Your task is to work out how many lines in the data include the word "Gower". Reply with the number alone.

*** Data Section Begins ***

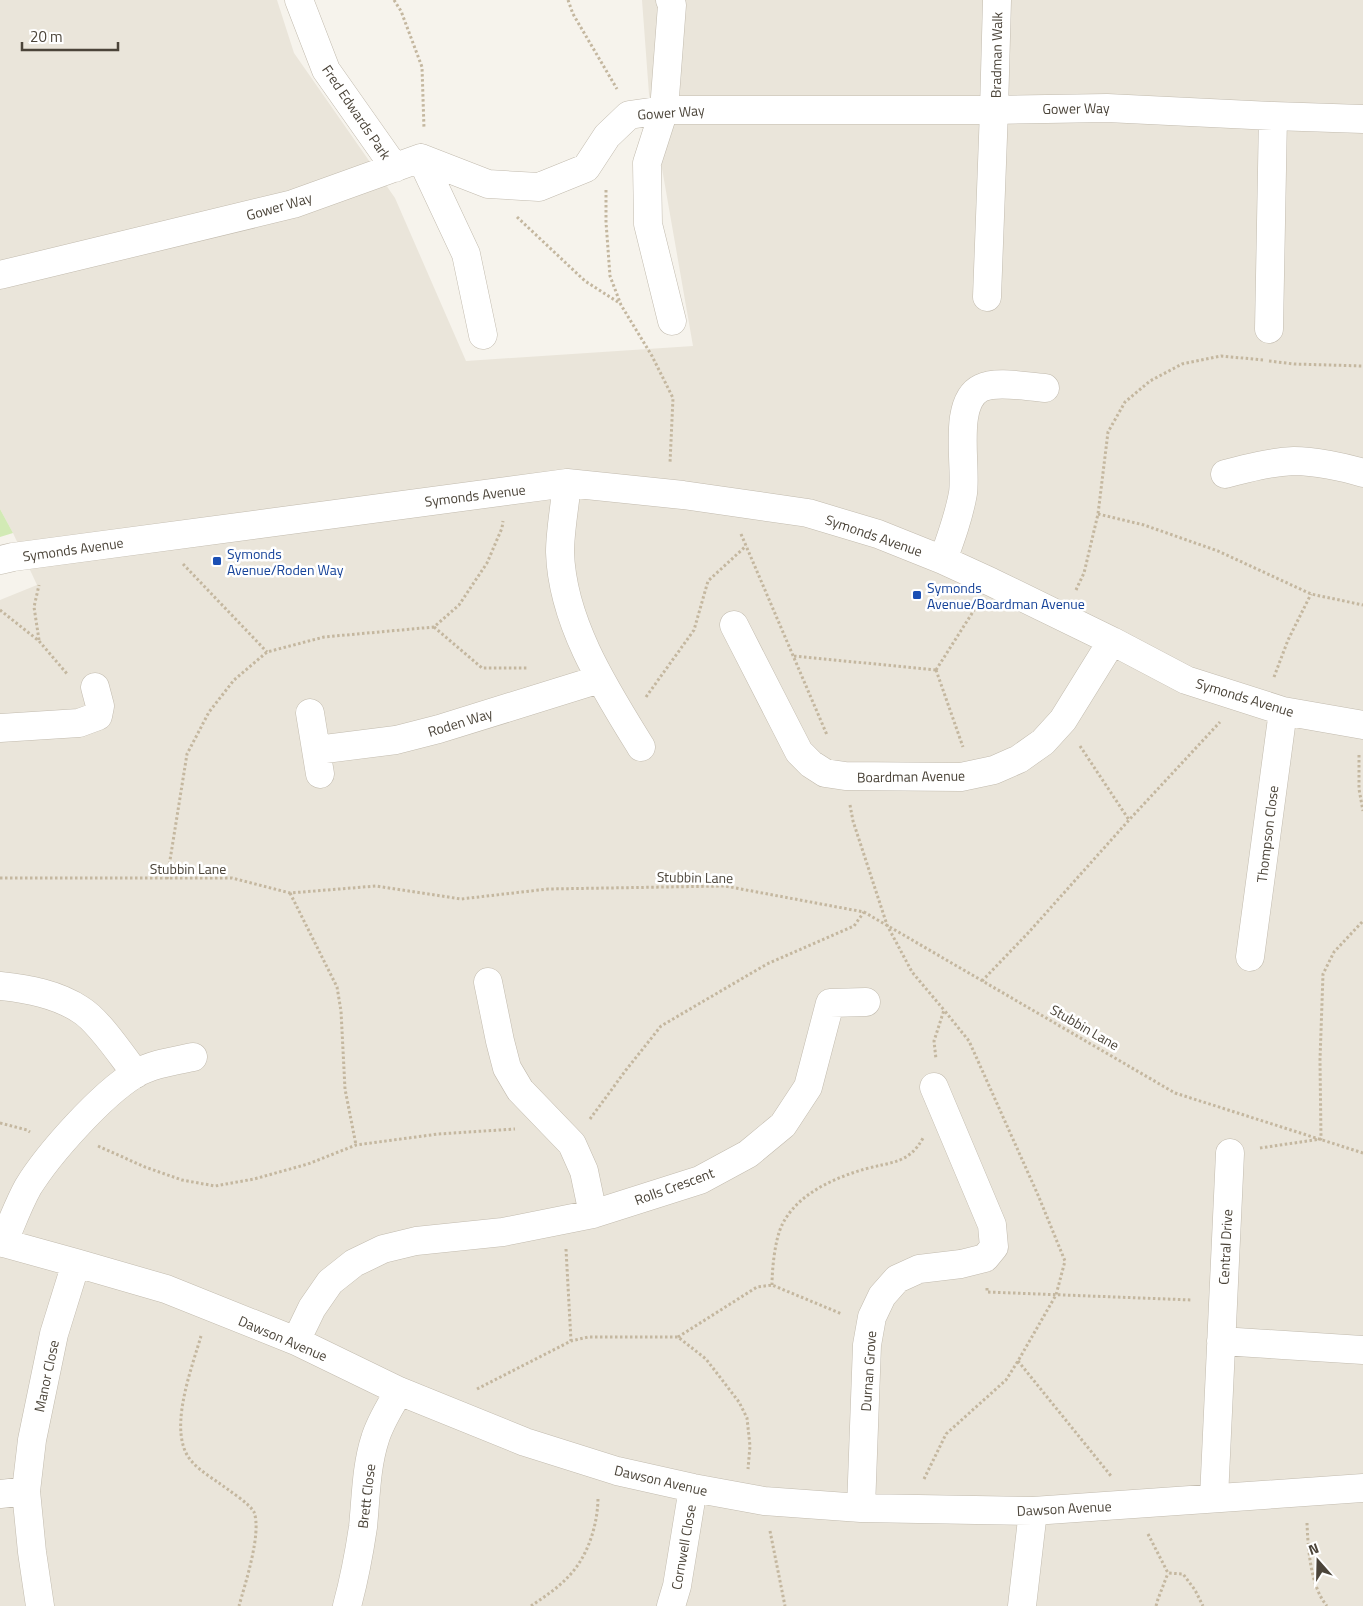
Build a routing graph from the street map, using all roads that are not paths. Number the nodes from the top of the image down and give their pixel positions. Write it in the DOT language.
graph roads {
  1 [pos="298,0"];
  2 [pos="670,0"];
  3 [pos="997,0"];
  4 [pos="664,110"];
  5 [pos="994,110"];
  6 [pos="1273,116"];
  7 [pos="1363,118"];
  8 [pos="422,158"];
  9 [pos="395,168"];
  10 [pos="0,276"];
  11 [pos="987,297"];
  12 [pos="672,321"];
  13 [pos="1268,329"];
  14 [pos="483,335"];
  15 [pos="1045,388"];
  16 [pos="1363,473"];
  17 [pos="1225,474"];
  18 [pos="567,484"];
  19 [pos="0,560"];
  20 [pos="943,560"];
  21 [pos="734,624"];
  22 [pos="1112,641"];
  23 [pos="600,679"];
  24 [pos="95,687"];
  25 [pos="1275,708"];
  26 [pos="310,713"];
  27 [pos="1361,725"];
  28 [pos="0,728"];
  29 [pos="641,746"];
  30 [pos="1250,957"];
  31 [pos="488,982"];
  32 [pos="0,986"];
  33 [pos="866,1002"];
  34 [pos="193,1057"];
  35 [pos="136,1074"];
  36 [pos="934,1087"];
  37 [pos="1230,1153"];
  38 [pos="593,1214"];
  39 [pos="1,1243"];
  40 [pos="76,1263"];
  41 [pos="296,1341"];
  42 [pos="1221,1341"];
  43 [pos="1363,1350"];
  44 [pos="399,1391"];
  45 [pos="693,1488"];
  46 [pos="1363,1488"];
  47 [pos="13,1492"];
  48 [pos="1214,1498"];
  49 [pos="861,1508"];
  50 [pos="1032,1511"];
  51 [pos="40,1606"];
  52 [pos="347,1606"];
  53 [pos="671,1606"];
  54 [pos="1022,1606"];
  1 -- 9 [label="street, Fred Edwards Park"];
  2 -- 4 [label="street"];
  3 -- 5 [label="street, Bradman Walk"];
  4 -- 5 [label="street, Gower Way"];
  4 -- 8 [label="street, Gower Way"];
  4 -- 12 [label="street"];
  5 -- 6 [label="street, Gower Way"];
  5 -- 11 [label="street, Bradman Walk"];
  6 -- 7 [label="street, Gower Way"];
  6 -- 13 [label="street"];
  8 -- 9 [label="street, Gower Way"];
  8 -- 14 [label="street"];
  9 -- 10 [label="street, Gower Way"];
  15 -- 20 [label="street"];
  16 -- 17 [label="street"];
  18 -- 19 [label="street, Symonds Avenue"];
  18 -- 20 [label="street, Symonds Avenue"];
  18 -- 23 [label="street"];
  20 -- 22 [label="street, Symonds Avenue"];
  21 -- 22 [label="street, Boardman Avenue"];
  22 -- 25 [label="street, Symonds Avenue"];
  23 -- 26 [label="street, Roden Way"];
  23 -- 29 [label="street"];
  24 -- 28 [label="street"];
  25 -- 27 [label="street, Symonds Avenue"];
  25 -- 30 [label="street, Thompson Close"];
  31 -- 38 [label="street"];
  32 -- 35 [label="street"];
  33 -- 38 [label="street, Rolls Crescent"];
  34 -- 35 [label="street"];
  35 -- 39 [label="street"];
  36 -- 49 [label="street, Durnan Grove"];
  37 -- 42 [label="street, Central Drive"];
  38 -- 41 [label="street, Rolls Crescent"];
  39 -- 40 [label="street, Dawson Avenue"];
  40 -- 41 [label="street, Dawson Avenue"];
  40 -- 47 [label="street, Manor Close"];
  41 -- 44 [label="street, Dawson Avenue"];
  42 -- 43 [label="street"];
  42 -- 48 [label="street, Central Drive"];
  44 -- 45 [label="street, Dawson Avenue"];
  44 -- 52 [label="street, Brett Close"];
  45 -- 49 [label="street, Dawson Avenue"];
  45 -- 53 [label="street, Cornwell Close"];
  46 -- 48 [label="street, Dawson Avenue"];
  47 -- 51 [label="street, Manor Close"];
  48 -- 50 [label="street, Dawson Avenue"];
  49 -- 50 [label="street, Dawson Avenue"];
  50 -- 54 [label="street"];
}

*** Data Section Ends ***

▶ **Response box**
6